I try not to make promises anymore. Promises entail not just intention, but force of will and ability. I’ve lost the ability to have a will for anything, regardless of my ability, but the outcome remains the same: a flimsy intention, a failed promise. The amount of failure I feel is really just the imagined feelings I believe everyone has for me, regardless of what’s said by others. The constant clumsiness I feel never stops, so I just stopped trying. I no longer have faith in the world or even myself pulling through the motions,
Then something called A Matter of Legacy comes around, a musical slated to show at Broom Street Theater this Fall. Don’t bother going to the link, there’s nothing there at this time…yet. Rather, go to the BST Auditions page, which will give you the information you will need to be a part of the venture. A cast of twelve (nine men, three women) will not just be acting, but singing and dancing, something I’ve yearned to attempt for the very first time. Auditions will last July 14-16, 7 PM every night at the Wil-Mar Center (place is rocking), so there’s plenty of time to consider a piece to sing…except for me.

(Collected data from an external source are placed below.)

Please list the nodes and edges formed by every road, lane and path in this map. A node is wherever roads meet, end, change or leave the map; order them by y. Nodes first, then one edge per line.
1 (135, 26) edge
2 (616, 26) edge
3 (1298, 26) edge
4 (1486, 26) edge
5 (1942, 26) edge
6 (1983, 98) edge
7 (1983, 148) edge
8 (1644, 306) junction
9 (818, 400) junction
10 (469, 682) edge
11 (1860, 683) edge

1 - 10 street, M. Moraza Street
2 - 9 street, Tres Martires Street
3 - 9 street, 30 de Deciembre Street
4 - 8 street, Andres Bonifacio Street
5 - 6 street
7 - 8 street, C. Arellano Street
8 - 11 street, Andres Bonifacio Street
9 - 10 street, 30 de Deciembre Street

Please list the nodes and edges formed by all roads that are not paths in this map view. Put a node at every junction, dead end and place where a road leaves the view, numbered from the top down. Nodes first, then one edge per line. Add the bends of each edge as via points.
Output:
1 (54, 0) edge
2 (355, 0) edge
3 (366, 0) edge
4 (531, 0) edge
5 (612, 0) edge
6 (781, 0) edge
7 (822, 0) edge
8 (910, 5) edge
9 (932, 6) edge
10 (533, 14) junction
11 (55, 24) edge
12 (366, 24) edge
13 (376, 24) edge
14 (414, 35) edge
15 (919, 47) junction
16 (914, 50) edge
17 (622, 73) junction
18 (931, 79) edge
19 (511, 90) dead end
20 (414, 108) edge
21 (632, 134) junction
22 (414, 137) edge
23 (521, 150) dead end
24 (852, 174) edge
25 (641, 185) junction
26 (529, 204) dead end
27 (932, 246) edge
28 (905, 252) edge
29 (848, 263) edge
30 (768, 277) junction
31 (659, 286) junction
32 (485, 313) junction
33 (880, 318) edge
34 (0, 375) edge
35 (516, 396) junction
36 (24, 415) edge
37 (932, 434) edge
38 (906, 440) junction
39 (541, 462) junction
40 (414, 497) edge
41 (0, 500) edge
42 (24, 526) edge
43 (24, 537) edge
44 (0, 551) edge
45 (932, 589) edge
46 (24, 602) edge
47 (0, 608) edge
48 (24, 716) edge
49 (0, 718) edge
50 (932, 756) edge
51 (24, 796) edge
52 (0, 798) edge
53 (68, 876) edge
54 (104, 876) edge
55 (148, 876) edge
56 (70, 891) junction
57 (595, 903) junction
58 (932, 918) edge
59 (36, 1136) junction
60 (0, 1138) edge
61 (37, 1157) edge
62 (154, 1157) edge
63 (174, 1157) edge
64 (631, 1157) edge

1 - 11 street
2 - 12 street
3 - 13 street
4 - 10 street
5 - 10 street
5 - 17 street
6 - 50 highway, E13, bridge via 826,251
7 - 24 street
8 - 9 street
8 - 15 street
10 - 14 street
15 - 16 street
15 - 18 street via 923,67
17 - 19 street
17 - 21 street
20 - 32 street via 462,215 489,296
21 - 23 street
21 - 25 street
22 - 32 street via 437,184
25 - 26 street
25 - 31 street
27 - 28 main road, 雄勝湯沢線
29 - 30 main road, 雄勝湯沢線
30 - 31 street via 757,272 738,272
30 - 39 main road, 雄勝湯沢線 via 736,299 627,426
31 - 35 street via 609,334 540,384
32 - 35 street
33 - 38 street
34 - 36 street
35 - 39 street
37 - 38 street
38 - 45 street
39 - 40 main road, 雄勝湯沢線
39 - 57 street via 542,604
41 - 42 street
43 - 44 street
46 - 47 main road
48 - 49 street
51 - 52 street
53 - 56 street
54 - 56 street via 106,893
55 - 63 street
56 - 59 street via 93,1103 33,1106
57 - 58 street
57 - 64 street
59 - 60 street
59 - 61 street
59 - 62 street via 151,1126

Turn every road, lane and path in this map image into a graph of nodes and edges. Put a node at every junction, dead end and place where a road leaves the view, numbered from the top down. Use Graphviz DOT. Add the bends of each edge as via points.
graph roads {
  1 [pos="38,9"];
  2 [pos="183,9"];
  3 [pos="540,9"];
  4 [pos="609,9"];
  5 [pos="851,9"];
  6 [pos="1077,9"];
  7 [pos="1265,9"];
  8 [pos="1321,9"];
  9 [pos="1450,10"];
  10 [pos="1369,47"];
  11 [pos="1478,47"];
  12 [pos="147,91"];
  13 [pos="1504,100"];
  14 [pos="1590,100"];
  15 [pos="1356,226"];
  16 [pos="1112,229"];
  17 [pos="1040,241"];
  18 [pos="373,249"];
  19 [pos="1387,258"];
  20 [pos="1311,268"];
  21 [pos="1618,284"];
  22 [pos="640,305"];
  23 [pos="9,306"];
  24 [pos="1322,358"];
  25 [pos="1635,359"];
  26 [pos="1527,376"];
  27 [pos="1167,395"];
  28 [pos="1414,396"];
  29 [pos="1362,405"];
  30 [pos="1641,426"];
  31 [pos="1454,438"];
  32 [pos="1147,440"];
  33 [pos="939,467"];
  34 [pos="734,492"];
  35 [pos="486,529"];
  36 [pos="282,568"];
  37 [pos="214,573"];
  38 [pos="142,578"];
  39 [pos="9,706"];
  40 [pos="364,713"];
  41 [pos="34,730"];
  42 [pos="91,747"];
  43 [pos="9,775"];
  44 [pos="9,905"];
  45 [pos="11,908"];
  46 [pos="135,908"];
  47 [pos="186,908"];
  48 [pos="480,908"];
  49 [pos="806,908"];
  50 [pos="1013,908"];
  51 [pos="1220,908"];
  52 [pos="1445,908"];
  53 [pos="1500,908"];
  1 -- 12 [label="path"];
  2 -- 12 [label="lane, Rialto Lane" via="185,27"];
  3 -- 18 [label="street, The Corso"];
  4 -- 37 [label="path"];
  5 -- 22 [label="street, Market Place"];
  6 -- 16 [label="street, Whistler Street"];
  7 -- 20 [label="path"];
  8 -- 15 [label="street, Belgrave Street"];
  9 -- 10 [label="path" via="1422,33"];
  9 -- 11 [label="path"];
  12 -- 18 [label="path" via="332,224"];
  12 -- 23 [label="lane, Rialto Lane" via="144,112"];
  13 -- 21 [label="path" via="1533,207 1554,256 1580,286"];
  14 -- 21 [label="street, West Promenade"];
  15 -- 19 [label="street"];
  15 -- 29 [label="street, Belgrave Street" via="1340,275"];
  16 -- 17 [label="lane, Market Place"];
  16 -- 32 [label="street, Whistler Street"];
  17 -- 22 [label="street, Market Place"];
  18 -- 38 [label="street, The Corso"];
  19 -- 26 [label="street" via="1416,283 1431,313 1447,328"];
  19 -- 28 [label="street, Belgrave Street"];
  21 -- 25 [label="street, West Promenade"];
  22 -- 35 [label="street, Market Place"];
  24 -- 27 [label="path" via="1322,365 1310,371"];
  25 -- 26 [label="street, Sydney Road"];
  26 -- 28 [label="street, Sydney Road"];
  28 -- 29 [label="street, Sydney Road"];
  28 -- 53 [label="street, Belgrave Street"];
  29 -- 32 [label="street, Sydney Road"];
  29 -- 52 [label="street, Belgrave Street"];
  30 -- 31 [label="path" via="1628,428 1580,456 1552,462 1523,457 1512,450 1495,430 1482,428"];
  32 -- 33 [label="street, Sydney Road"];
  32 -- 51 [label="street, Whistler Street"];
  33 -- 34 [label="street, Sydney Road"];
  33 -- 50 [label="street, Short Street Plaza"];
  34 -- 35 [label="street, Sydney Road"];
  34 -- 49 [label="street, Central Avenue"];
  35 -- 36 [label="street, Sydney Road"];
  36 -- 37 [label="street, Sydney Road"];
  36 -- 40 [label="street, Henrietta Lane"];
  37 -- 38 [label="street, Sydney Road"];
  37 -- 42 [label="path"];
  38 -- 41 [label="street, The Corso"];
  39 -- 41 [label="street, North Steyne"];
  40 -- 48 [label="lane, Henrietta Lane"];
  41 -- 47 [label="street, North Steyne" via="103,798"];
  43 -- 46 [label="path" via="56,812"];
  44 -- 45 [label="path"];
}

The possibility of going to the audition makes my heart hurt, because I made promise to eventually return to acting, and I yearned back when I arrived in Madison to be in a musical as well. And because I’m still not of sound mind, I’m not going to burden myself or others with myself. Want this show (any show for that matter) to go very well, and I have no faith it will if I commit myself to even considering the idea. As it goes. Should things be good come this Fall (doubtful, but possible), I look forward to seeing what Broom Street has been cooking up through the Summer. Something to look forward to, that is certain, and I don’t get that much anymore.